Or we could spend $70 million blowing up second-hand Toyota pick-up trucks, at half a million bucks a pop. Which do you think is the more cost-effective strategy?

 

… What would statistical analysis look like?

Last night my partner, for whom computers always seem to fail, made a comment about having to “tap the secret window and turn three times widdershins” in order to get her facebook app to work. She is one of those people for whom computers hold slightly mystical properties, because they never seem to work properly. It’s quite hilarious at times because they are guaranteed to work the moment she calls me to see the problem, creating that common feeling some people have that computers aren’t really scientific objects and/or that some people exude some magical property of technological disruption.

When you stand back and think about what computers can do, they are a kind of magical phenomenon. Before their invention, modern mathematical calculations had to be performed by teams of – mostly young, female – assistants called “calculators,” who amongst other things played an important role in scientific support during world war 2. Now tasks that were beyond the skill of even those teams of dedicated young women are conducted in a microsecond with a single click. Plus our computers can be used to get oracular information (predicting the weather, or changes in our leaders), to scry on people from afar, and even to make important military and investment decisions, as well as cursing strangers with death from the skies (drone warfare).  They daily work a kind of magic.

My partner’s comment, then, had me imagining what it would be like if computers’ semi-magical powers were actually implemented through magic, and those who used computers had to actually invoke some kind of little magic to control the greater magic behind the screen. Perhaps the spell would require some verbal, somatic and material components, and instead of having a keyboard one would have a little altar or magical bench. Then, instead of accessing a remote website to learn tomorrow’s weather, one is instead using the magic box on the magical bench to contact a distant infernal entity, which gives you its oracle. The distant magic is great, but your workstation is simply a minor magic that opens a conduit to the greater power.

So to find a train time you simply need to invoke some boggart living under the ground, who is a train enthusiast: perhaps you sprinkle some iron filings inside a pentacle on your workbench, and it opens a link to the distant boggart, who grudgingly answers your question. The weather means contacting a sylph, so perhaps you have to stand naked in front of your computer screen and read her a love poem: in exchange she will give you predictions of the weather for the next three days with perfect accuracy – unless your reading of the poem was poor, in which case you will get no warning about the need for an umbrella.

But then, what would a statistical analysis look like?

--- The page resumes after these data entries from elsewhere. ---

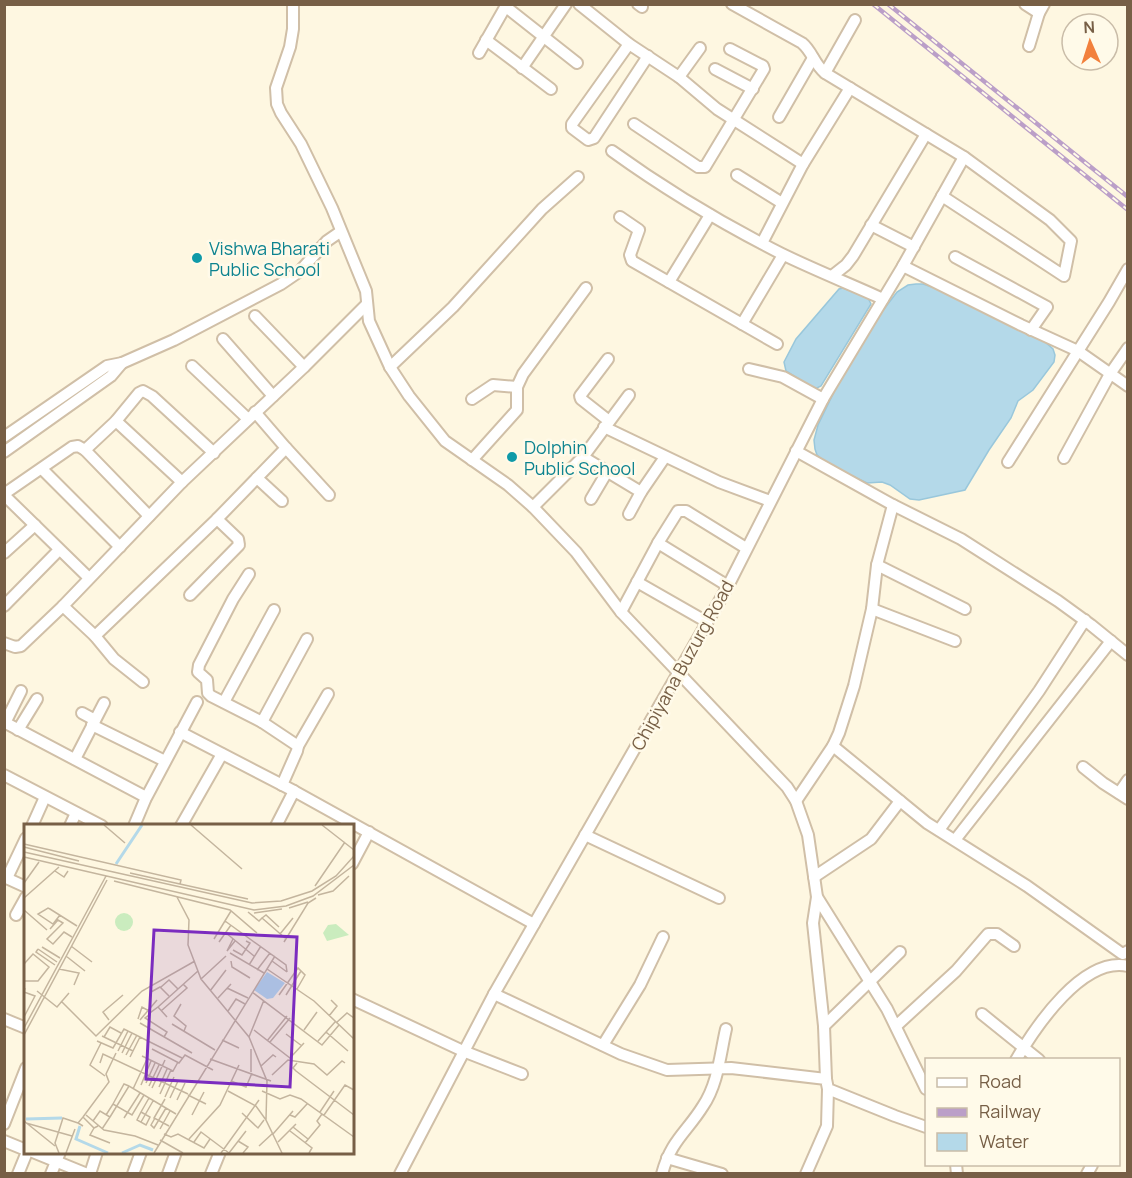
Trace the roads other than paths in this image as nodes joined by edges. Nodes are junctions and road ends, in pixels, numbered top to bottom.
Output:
1 (292, 4) edge
2 (566, 4) edge
3 (579, 4) edge
4 (732, 4) edge
5 (1025, 4) edge
6 (507, 6) edge
7 (1042, 9) edge
8 (855, 20) dead end
9 (544, 37) junction
10 (486, 40) junction
11 (629, 44) junction
12 (1029, 46) dead end
13 (700, 48) dead end
14 (730, 49) dead end
15 (479, 53) dead end
16 (648, 56) junction
17 (813, 58) junction
18 (577, 63) dead end
19 (522, 68) junction
20 (715, 69) dead end
21 (825, 73) junction
22 (679, 77) junction
23 (753, 88) junction
24 (850, 88) junction
25 (551, 89) dead end
26 (779, 117) dead end
27 (732, 120) junction
28 (634, 124) dead end
29 (926, 134) junction
30 (612, 151) dead end
31 (964, 157) junction
32 (803, 164) junction
33 (737, 175) dead end
34 (578, 177) dead end
35 (942, 196) junction
36 (782, 204) junction
37 (710, 215) junction
38 (620, 217) dead end
39 (871, 225) junction
40 (340, 232) junction
41 (762, 243) junction
42 (914, 247) junction
43 (783, 255) junction
44 (955, 257) dead end
45 (903, 266) junction
46 (1128, 269) edge
47 (832, 276) junction
48 (669, 282) junction
49 (586, 288) dead end
50 (883, 299) junction
51 (367, 304) junction
52 (255, 316) dead end
53 (742, 324) junction
54 (1031, 330) junction
55 (223, 339) dead end
56 (777, 344) dead end
57 (1128, 348) edge
58 (1078, 351) junction
59 (608, 359) dead end
60 (122, 363) junction
61 (192, 366) dead end
62 (304, 367) junction
63 (390, 368) junction
64 (749, 369) dead end
65 (1110, 374) junction
66 (1128, 386) edge
67 (517, 387) junction
68 (629, 395) dead end
69 (273, 396) junction
70 (472, 399) dead end
71 (823, 399) junction
72 (251, 416) junction
73 (116, 421) junction
74 (607, 424) junction
75 (4, 437) edge
76 (286, 448) junction
77 (85, 450) junction
78 (796, 451) junction
79 (4, 452) edge
80 (214, 453) junction
81 (583, 457) junction
82 (665, 457) junction
83 (1064, 458) dead end
84 (472, 460) junction
85 (1008, 462) dead end
86 (42, 469) junction
87 (607, 472) junction
88 (256, 478) junction
89 (182, 482) junction
90 (641, 492) junction
91 (4, 495) edge
92 (329, 495) dead end
93 (591, 499) dead end
94 (282, 501) dead end
95 (770, 501) junction
96 (893, 505) junction
97 (533, 507) junction
98 (629, 514) dead end
99 (149, 516) junction
100 (217, 519) junction
101 (35, 525) junction
102 (658, 543) junction
103 (120, 547) junction
104 (746, 548) junction
105 (59, 550) junction
106 (5, 551) edge
107 (877, 565) junction
108 (249, 574) dead end
109 (89, 578) junction
110 (637, 582) junction
111 (728, 585) junction
112 (190, 595) dead end
113 (4, 606) edge
114 (63, 606) junction
115 (872, 609) junction
116 (965, 609) dead end
117 (274, 610) dead end
118 (621, 612) junction
119 (1085, 621) junction
120 (707, 622) junction
121 (95, 636) junction
122 (307, 639) dead end
123 (955, 641) dead end
124 (1111, 641) junction
125 (4, 643) edge
126 (1128, 655) edge
127 (679, 673) junction
128 (143, 681) dead end
129 (21, 692) dead end
130 (328, 694) dead end
131 (37, 699) dead end
132 (197, 702) dead end
133 (224, 702) junction
134 (104, 703) dead end
135 (82, 713) dead end
136 (5, 722) edge
137 (262, 722) junction
138 (94, 723) junction
139 (18, 730) junction
140 (180, 732) junction
141 (298, 746) junction
142 (833, 746) junction
143 (222, 754) junction
144 (75, 759) junction
145 (165, 761) junction
146 (1083, 767) dead end
147 (5, 778) edge
148 (1128, 780) edge
149 (282, 785) junction
150 (294, 791) junction
151 (1123, 796) edge
152 (45, 797) junction
153 (146, 798) junction
154 (796, 801) junction
155 (900, 801) junction
156 (76, 813) junction
157 (32, 824) edge
158 (70, 824) edge
159 (100, 824) edge
160 (134, 824) edge
161 (181, 824) edge
162 (277, 824) edge
163 (939, 830) junction
164 (369, 832) junction
165 (585, 835) junction
166 (955, 840) junction
167 (24, 842) edge
168 (354, 860) edge
169 (6, 877) edge
170 (814, 877) junction
171 (24, 886) edge
172 (817, 897) junction
173 (719, 898) dead end
174 (24, 901) edge
175 (16, 915) dead end
176 (534, 924) junction
177 (663, 937) dead end
178 (1014, 946) dead end
179 (900, 952) dead end
180 (1125, 953) edge
181 (1116, 964) junction
182 (1128, 966) edge
183 (871, 981) junction
184 (494, 994) junction
185 (354, 1000) edge
186 (982, 1014) dead end
187 (4, 1019) edge
188 (824, 1026) junction
189 (896, 1026) junction
190 (24, 1027) edge
191 (726, 1029) dead end
192 (603, 1045) junction
193 (1024, 1047) junction
194 (463, 1051) junction
195 (1017, 1058) edge
196 (1037, 1058) edge
197 (718, 1070) junction
198 (24, 1073) edge
199 (522, 1074) dead end
200 (827, 1084) junction
201 (925, 1085) edge
202 (4, 1124) edge
203 (925, 1125) edge
204 (4, 1141) edge
205 (24, 1150) edge
206 (25, 1154) edge
207 (43, 1154) edge
208 (96, 1154) edge
209 (140, 1154) edge
210 (175, 1154) edge
211 (219, 1154) edge
212 (58, 1157) edge
213 (667, 1158) junction
214 (18, 1173) edge
215 (51, 1173) edge
216 (88, 1173) edge
217 (133, 1173) edge
218 (168, 1173) edge
219 (211, 1173) edge
220 (400, 1173) edge
221 (662, 1173) edge
222 (722, 1173) edge
223 (806, 1173) edge

1 - 40 street
2 - 9 street
3 - 11 street
4 - 17 street
5 - 7 street
6 - 9 street
6 - 10 street
7 - 12 street
8 - 21 street
9 - 18 street
9 - 19 street
10 - 15 street
10 - 19 street
11 - 16 street
11 - 16 street
13 - 22 street
14 - 23 street
16 - 22 street
17 - 21 street
17 - 26 street
19 - 25 street
20 - 23 street
21 - 24 street
22 - 27 street
23 - 27 street
24 - 29 street
24 - 32 street
27 - 28 street
27 - 32 street
29 - 31 street
29 - 39 street
30 - 37 street
31 - 35 street, Chipiyana Buzurg Road
31 - 35 street
32 - 36 street
33 - 36 street
34 - 63 street
35 - 42 street, Chipiyana Buzurg Road
36 - 41 street
37 - 41 street
37 - 48 street
38 - 48 street
39 - 42 street
39 - 47 street
40 - 51 street
40 - 60 street
41 - 43 street
42 - 45 street, Chipiyana Buzurg Road
43 - 47 street
43 - 53 street
44 - 54 street
45 - 50 street, Chipiyana Buzurg Road
45 - 54 street
46 - 58 street
47 - 50 street
48 - 53 street
49 - 67 street
50 - 71 street, Chipiyana Buzurg Road
51 - 62 street
51 - 63 street
52 - 62 street
53 - 56 street
54 - 58 street
55 - 69 street
57 - 65 street
58 - 65 street
58 - 85 street
59 - 74 street
60 - 75 street
60 - 79 street
61 - 72 street
62 - 69 street
63 - 84 street
64 - 71 street
65 - 66 street
65 - 83 street
67 - 70 street
67 - 84 street
68 - 74 street
69 - 72 street
71 - 78 street, Chipiyana Buzurg Road
72 - 76 street
72 - 80 street
73 - 77 street
73 - 80 street
73 - 89 street
74 - 81 street
74 - 82 street
76 - 88 street
76 - 92 street
77 - 86 street
77 - 99 street
78 - 95 street, Chipiyana Buzurg Road
78 - 96 street
80 - 89 street
81 - 87 street
81 - 97 street
82 - 90 street
82 - 95 street
84 - 97 street
86 - 91 street
86 - 103 street
87 - 90 street
87 - 93 street
88 - 94 street
88 - 100 street
89 - 99 street
90 - 98 street
91 - 101 street
95 - 104 street, Chipiyana Buzurg Road
96 - 107 street
96 - 119 street
97 - 118 street
99 - 103 street
100 - 112 street
100 - 121 street
101 - 105 street
101 - 106 street
102 - 104 street
102 - 110 street
102 - 111 street
103 - 109 street
104 - 111 street, Chipiyana Buzurg Road
105 - 109 street
105 - 113 street
107 - 115 street
107 - 116 street
108 - 133 street
109 - 114 street
110 - 118 street
110 - 120 street
111 - 120 street, Chipiyana Buzurg Road
114 - 121 street
114 - 125 street
115 - 123 street
115 - 142 street
117 - 133 street
118 - 127 street
119 - 124 street
119 - 163 street
120 - 127 street, Chipiyana Buzurg Road
121 - 128 street
122 - 137 street
124 - 126 street
124 - 166 street
127 - 154 street
127 - 165 street, Chipiyana Buzurg Road
129 - 136 street
130 - 141 street
131 - 139 street
132 - 140 street
133 - 137 street
134 - 138 street
135 - 138 street
136 - 139 street
137 - 141 street
138 - 144 street
138 - 145 street
139 - 144 street
140 - 143 street
140 - 145 street
141 - 149 street
142 - 154 street
142 - 155 street
143 - 149 street
143 - 161 street
144 - 153 street
145 - 153 street
146 - 151 street
147 - 152 street
148 - 151 street
149 - 150 street
150 - 162 street
150 - 164 street
152 - 156 street
152 - 157 street
153 - 160 street
154 - 170 street
155 - 163 street
155 - 170 street
156 - 158 street
156 - 159 street
163 - 166 street
164 - 168 street
164 - 176 street
165 - 173 street
165 - 176 street, Chipiyana Buzurg Road
166 - 180 street
167 - 169 street
169 - 171 street
170 - 172 street
172 - 183 street
172 - 188 street
174 - 175 street
176 - 184 street, Chipiyana Buzurg Road
177 - 192 street
178 - 189 street
179 - 183 street
180 - 181 street
181 - 182 street
181 - 193 street
183 - 188 street
183 - 189 street
184 - 192 street
184 - 194 street, Chipiyana Buzurg Road
185 - 194 street
186 - 193 street
187 - 190 street
188 - 200 street
189 - 201 street
191 - 197 street
192 - 197 street
193 - 195 street
193 - 196 street
194 - 199 street
194 - 220 street, Chipiyana Buzurg Road
197 - 200 street
197 - 213 street
198 - 202 street
200 - 203 street
200 - 223 street
204 - 205 street
206 - 214 street
207 - 212 street
208 - 216 street
209 - 217 street
210 - 218 street
211 - 219 street
212 - 215 street
212 - 216 street
213 - 221 street
213 - 222 street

For this I have to call on a greater entity, one capable of processing huge amounts of information in a short time. Imagine I’m at work, analyzing four years of inpatient data from the NHS: that’s about 64 million records that I want to apply a multi-level poisson regression model to. Thanks to the great intellect of Sophia Rabe-Hesketh, this will take a couple of hours on a decent modern workstation (if it has the RAM to load the records). But it involves a truly stupendous level of calculation, and the invocation of a power capable of conducting such calculations would surely require some more powerful magics. So there I would be, chalking out a magic circle on the floor of my office while chanting an ancient and rhythmic calming chant; then I light some incense, step inside the circle, and place some drops of my blood on a specially-prepared silver plate. Next to it I place a research plan, written perhaps on the flayed skin of a heretic who himself had great mathematical ability, and this will call up the demon that processes my data; but this demon will only produce results according to the exact wording of my fiendish research plan, so any ambiguities or confusion in the methods section will waste the magic. Once the demon has been apprized of the plan, it sets to work, and I have to sit in the circle, slowly reciting the value of pi. If I have chosen an oracle who is to weak, or I have misspecified the research plan, then perhaps I will run out of digits of pi before the oracle finishes their  work – this is kind of like when GLLAMM fails to converge, or I only get the generalized linear model approximation to the true values. But if I have chosen my oracle well and recite the value of pi at just the right speed, I will be handed the results.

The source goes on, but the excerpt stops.